Typical western blot patterns against T. gondii were found in 26 sera (13.1%) out of 198 stray cat sera. The patterns revealed a set of major surface protein reacting bands with molecular weights of 30 kDa (SAG1, Mineo et al., 1993) and 22 kDa (SAG2, Parmley et al., 1992), 22-30 kDa dense granular proteins (Cesbron-Delauw, 1994), and 50-70 kDa rhoptry proteins (Sam-Yellowe, 1996) with some minor bands (Fig. 1). When spotted by ILAT titer and ELISA absorbance as shown in Fig. 2, 24 cases (92.3%) were in the positive range of 1:32 or higher and 2 cases (lane A and B) in reactive but negative range by ILAT, and all 26 cases were distributed over cut-off value of 0.275 calculated as mean+3 SD of 124 ILAT-not-reactive cases (mean, 0.140l; SD, 0.045) by ELISA.

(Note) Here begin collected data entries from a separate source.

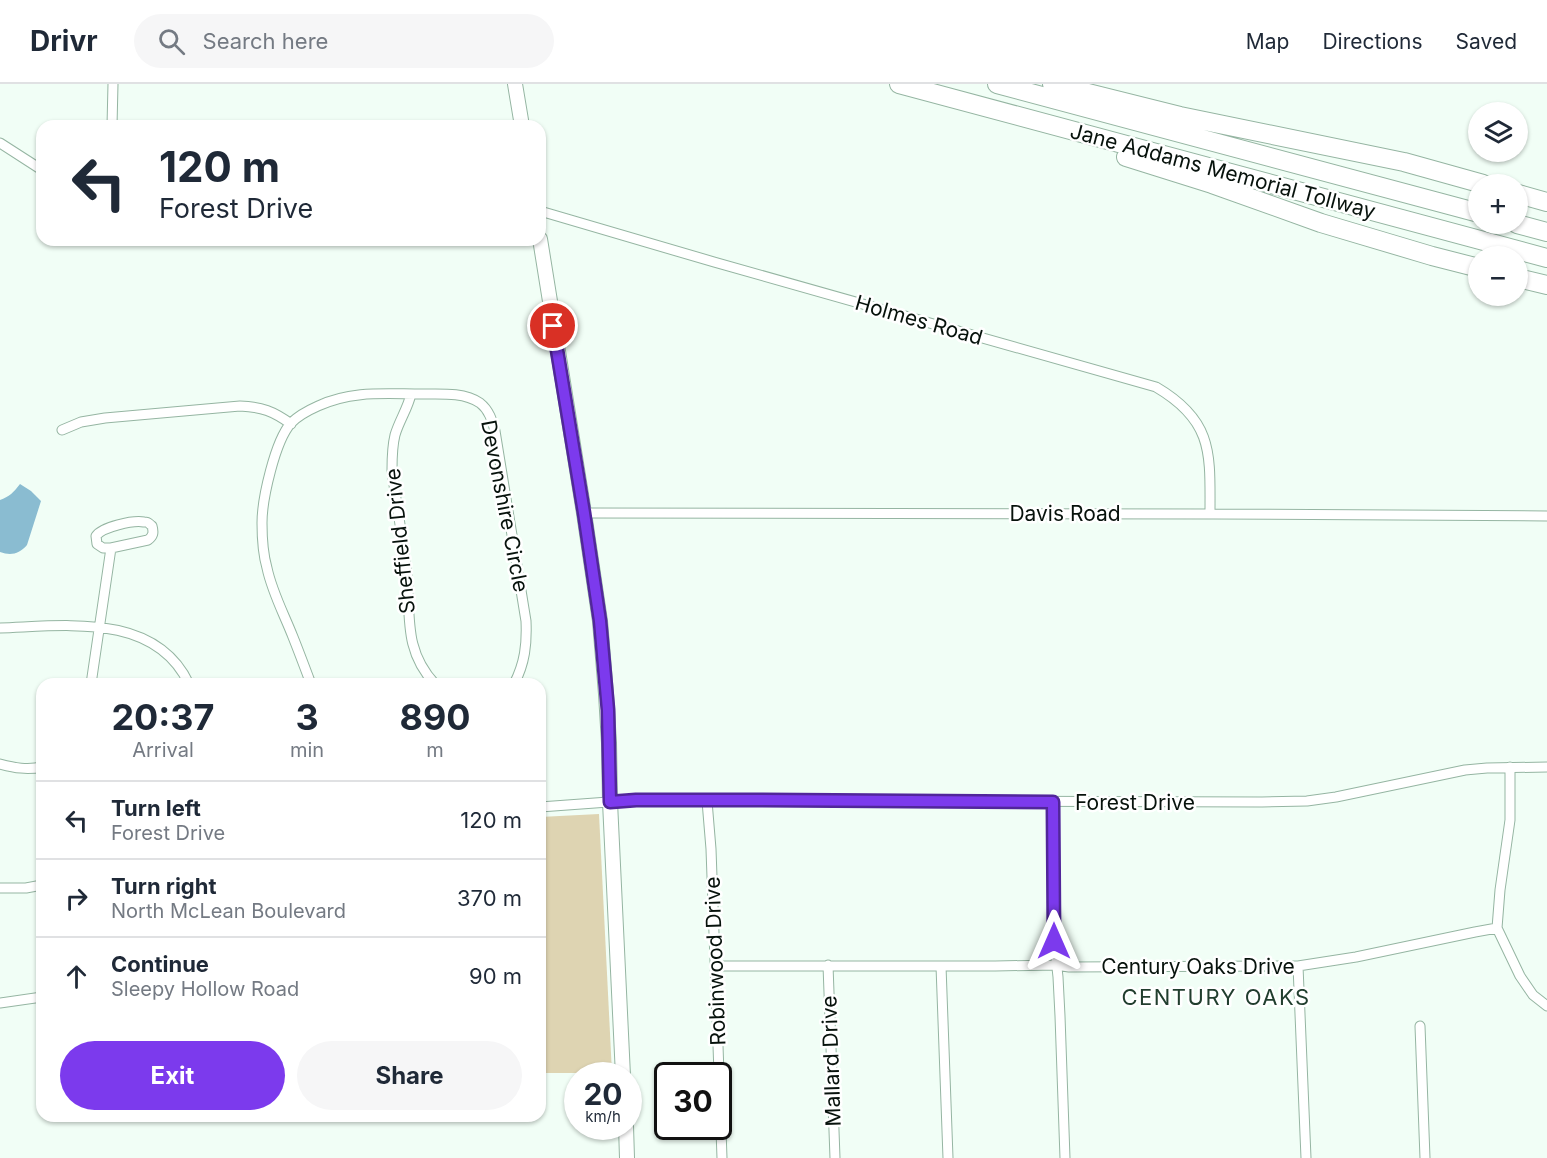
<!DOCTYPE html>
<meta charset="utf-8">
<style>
:root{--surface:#fff;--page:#f6f6f7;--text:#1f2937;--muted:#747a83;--line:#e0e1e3;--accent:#7c3aed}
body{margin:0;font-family:Inter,sans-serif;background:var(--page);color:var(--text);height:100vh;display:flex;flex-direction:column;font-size:22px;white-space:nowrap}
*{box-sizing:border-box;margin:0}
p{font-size:20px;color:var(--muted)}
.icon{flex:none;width:33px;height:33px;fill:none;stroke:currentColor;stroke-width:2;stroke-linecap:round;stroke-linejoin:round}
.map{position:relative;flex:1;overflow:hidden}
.side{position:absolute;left:36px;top:594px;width:510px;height:444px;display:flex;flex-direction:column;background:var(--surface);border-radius:18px;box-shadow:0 2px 4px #0004}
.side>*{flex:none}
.guide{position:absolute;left:36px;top:36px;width:510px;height:126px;border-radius:18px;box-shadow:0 2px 4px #0004;background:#fff;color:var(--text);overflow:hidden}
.fabs{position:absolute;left:1468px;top:18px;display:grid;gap:12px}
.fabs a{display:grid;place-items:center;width:60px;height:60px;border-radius:50%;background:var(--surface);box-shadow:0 2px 4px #0004;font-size:30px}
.speed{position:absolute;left:564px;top:978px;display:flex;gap:12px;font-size:30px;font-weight:700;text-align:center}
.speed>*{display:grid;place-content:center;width:78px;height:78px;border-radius:50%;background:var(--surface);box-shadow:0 2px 4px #0004;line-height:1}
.speed small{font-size:15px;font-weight:400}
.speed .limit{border:3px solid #111;border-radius:9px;background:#fff;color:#111}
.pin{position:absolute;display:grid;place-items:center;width:51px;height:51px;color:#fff;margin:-26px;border:3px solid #fff;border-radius:50%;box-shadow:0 2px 6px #0007}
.me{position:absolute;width:66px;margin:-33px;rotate:0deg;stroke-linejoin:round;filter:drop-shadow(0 0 4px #0008)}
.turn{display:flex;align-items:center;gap:21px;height:126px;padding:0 24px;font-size:27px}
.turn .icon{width:78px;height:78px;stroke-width:2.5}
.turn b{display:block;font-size:42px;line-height:51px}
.eta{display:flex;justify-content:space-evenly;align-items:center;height:102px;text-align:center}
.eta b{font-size:36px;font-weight:700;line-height:42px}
.button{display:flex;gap:12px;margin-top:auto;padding:12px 24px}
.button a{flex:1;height:69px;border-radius:36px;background:var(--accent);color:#fff;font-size:24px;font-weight:700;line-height:69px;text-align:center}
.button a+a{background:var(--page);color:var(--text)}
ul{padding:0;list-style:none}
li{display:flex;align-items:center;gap:18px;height:78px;padding:0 24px;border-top:2px solid var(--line)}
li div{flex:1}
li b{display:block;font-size:22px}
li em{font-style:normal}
header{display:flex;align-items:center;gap:36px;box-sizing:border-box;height:84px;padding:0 30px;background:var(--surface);border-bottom:2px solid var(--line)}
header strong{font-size:28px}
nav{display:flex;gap:33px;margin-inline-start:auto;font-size:21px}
.search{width:420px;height:54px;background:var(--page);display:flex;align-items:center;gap:15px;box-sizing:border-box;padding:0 21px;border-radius:33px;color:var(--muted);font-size:22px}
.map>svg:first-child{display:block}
.green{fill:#ded4b2}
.water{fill:#8abcd1}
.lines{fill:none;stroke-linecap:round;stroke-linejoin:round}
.street-casing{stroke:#95b5a2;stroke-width:11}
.secondary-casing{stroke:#95b5a2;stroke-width:16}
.highway-casing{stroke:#95b5a2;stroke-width:20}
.street{stroke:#fff;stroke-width:9}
.secondary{stroke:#fff;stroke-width:14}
.highway{stroke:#fff;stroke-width:18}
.route-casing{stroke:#51269a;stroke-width:15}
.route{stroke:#7c3aed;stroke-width:10}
.labels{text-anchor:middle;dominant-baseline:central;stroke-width:5;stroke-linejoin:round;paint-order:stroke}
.street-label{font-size:21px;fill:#07120c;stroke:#fff}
.neighbourhood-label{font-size:22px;letter-spacing:1.5px;fill:#213e2e;stroke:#fff}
</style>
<header>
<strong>Drivr</strong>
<div class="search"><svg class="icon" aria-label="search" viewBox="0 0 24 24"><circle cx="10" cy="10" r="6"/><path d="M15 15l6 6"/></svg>Search here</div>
<nav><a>Map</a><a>Directions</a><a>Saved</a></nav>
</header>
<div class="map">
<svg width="1547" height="1074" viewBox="0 0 1547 1074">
<rect width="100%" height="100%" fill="#f1fef6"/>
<path class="green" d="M599 730 612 989H540V733Z"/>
<path class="water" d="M20 400 31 407 41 417 27 461C19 470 11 472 0 468V416C9 413 14 408 20 400Z"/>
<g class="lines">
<g class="street-casing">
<path id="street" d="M112 42 113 0
M0 59 42 86
M540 127 714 178 1156 303C1214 337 1210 370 1210 430
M411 310C408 324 399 337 395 351 392 363 392 375 392 386 396 418 402 450 406 482 412 526 401 564 435 600
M62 346 81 338 105 334 240 322C262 323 273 327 291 340
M584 429 1214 430 1547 432
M0 544C65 542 155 528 189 600
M91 600 111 464 148 456C153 452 154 449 152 442 148 439 149 438 144 438 133 436 102 443 96 452L97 460 103 464H111
M311 600C305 584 299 568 293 553 284 530 272 508 267 484 263 470 262 454 262 439 262 415 275 357 291 339 299 331 309 326 318 322 352 306 386 310 422 310 440 310 464 308 480 319 489 326 492 336 495 347L526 537C527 560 525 579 514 600
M0 680C15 684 27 686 42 683
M1510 683V736L1500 806 1497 844 1520 892 1533 911 1547 922
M707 717 711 765 722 1074
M1053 718 1054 857 1058 893 1060 932 1065 1074
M540 723 636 716 1262 718 1307 717 1336 713 1465 686 1487 684 1547 683
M0 804H26L42 801
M828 881 835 1074
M716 882H995L1056 881 1069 883 1298 882 1356 873 1475 848 1497 844
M941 882 948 1074
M1298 882 1306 1074
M0 919 42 913
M1420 942 1425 1074"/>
</g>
<g class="secondary-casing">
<path id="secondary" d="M515 0 522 42
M540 155 584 429 600 537 606 610 609 659 610 718 623 992
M626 1042 627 1074"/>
</g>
<g class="highway-casing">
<path id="highway" d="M899 0 1547 174
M997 0 1479 129
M1052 0 1180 32 1404 78 1483 100
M1126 73 1212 100 1321 139 1432 172 1479 184
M1518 110 1547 118
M1517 140 1547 148
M1518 194 1547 201"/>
</g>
<use href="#street" class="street"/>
<use href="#secondary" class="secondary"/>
<use href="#highway" class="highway"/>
</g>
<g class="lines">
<g class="route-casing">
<path id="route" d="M553 242 584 429 600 537 608 626 610 718 636 716H751L1053 718 1054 857"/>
</g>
<use href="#route" class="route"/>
</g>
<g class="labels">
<g class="street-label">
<text transform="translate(1223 87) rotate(15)">Jane Addams Memorial Tollway</text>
<text transform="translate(919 236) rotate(16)">Holmes Road</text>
<text transform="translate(505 422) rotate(79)">Devonshire Circle</text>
<text x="1065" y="429">Davis Road</text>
<text transform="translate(400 457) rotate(-96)">Sheffield Drive</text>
<text x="1135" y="718">Forest Drive</text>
<text transform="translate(715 877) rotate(-92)">Robinwood Drive</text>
<text x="1198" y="882">Century Oaks Drive</text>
<text transform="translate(831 977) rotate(-92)">Mallard Drive</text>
</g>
<g class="neighbourhood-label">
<text x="1216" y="913">CENTURY OAKS</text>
</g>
</g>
</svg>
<div class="fabs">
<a><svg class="icon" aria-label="layers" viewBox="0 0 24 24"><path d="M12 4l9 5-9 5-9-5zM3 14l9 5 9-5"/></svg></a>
<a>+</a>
<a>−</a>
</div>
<div class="speed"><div>20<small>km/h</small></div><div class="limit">30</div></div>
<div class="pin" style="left:553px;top:242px;background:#d93025"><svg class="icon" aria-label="arrive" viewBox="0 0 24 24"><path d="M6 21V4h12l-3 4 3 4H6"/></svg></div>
<svg class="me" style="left:1054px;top:857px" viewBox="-20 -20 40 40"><path d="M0-17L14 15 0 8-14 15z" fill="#7c3aed" stroke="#fff" stroke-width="4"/></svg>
<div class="guide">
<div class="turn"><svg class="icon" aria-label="left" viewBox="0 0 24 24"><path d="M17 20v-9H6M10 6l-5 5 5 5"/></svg><div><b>120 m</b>Forest Drive</div></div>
</div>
<section class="side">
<div class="eta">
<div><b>20:37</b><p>Arrival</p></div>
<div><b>3</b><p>min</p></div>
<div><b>890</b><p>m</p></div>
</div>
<ul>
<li><svg class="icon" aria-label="left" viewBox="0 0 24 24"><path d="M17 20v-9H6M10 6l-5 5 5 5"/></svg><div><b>Turn left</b><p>Forest Drive</p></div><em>120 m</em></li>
<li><svg class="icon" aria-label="right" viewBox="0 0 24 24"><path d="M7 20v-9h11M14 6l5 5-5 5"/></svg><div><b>Turn right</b><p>North McLean Boulevard</p></div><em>370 m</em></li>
<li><svg class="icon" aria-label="ahead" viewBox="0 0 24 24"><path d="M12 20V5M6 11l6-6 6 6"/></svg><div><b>Continue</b><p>Sleepy Hollow Road</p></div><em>90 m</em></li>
</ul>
<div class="button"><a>Exit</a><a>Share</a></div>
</section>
</div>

Western blot negative 172 sera were distributed as shown in Fig. 3. Three cases (h, i, and j) were ILAT positive (1:32) and 9 cases (a to i) were ELISA positive (over 0.275) with 2 cases positive by both ILAT and ELISA (h and i). Western blot of these 10 cases were presented in Fig. 4 with one positive serum (lane X) in addition. Each serum showed various binding patterns with RH antigens but not typical as described above.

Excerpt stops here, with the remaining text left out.